**TASK TO CARRY OUT:** Work through the material below line by line and say how many lines include the word "roads". Only the number, please.
── TASK DATA
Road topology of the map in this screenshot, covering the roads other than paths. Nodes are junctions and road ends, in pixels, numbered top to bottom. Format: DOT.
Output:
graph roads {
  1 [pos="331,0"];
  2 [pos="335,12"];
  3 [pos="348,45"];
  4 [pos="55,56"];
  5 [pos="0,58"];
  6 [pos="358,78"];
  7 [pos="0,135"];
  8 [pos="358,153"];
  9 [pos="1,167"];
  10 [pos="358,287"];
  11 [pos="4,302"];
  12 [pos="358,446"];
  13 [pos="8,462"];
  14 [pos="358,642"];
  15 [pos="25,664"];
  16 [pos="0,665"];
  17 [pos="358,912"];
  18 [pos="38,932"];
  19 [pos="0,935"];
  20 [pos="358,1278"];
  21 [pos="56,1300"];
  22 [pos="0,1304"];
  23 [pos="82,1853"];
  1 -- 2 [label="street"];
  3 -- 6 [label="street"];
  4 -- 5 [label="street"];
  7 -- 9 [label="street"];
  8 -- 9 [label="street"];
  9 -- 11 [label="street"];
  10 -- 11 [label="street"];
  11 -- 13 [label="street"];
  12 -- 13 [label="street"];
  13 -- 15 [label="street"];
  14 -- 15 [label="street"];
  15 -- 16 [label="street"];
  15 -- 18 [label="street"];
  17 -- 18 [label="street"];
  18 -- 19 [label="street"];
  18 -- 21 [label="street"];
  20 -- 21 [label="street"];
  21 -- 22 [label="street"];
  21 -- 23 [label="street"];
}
────
**EXERCISE RESPONSE:** 2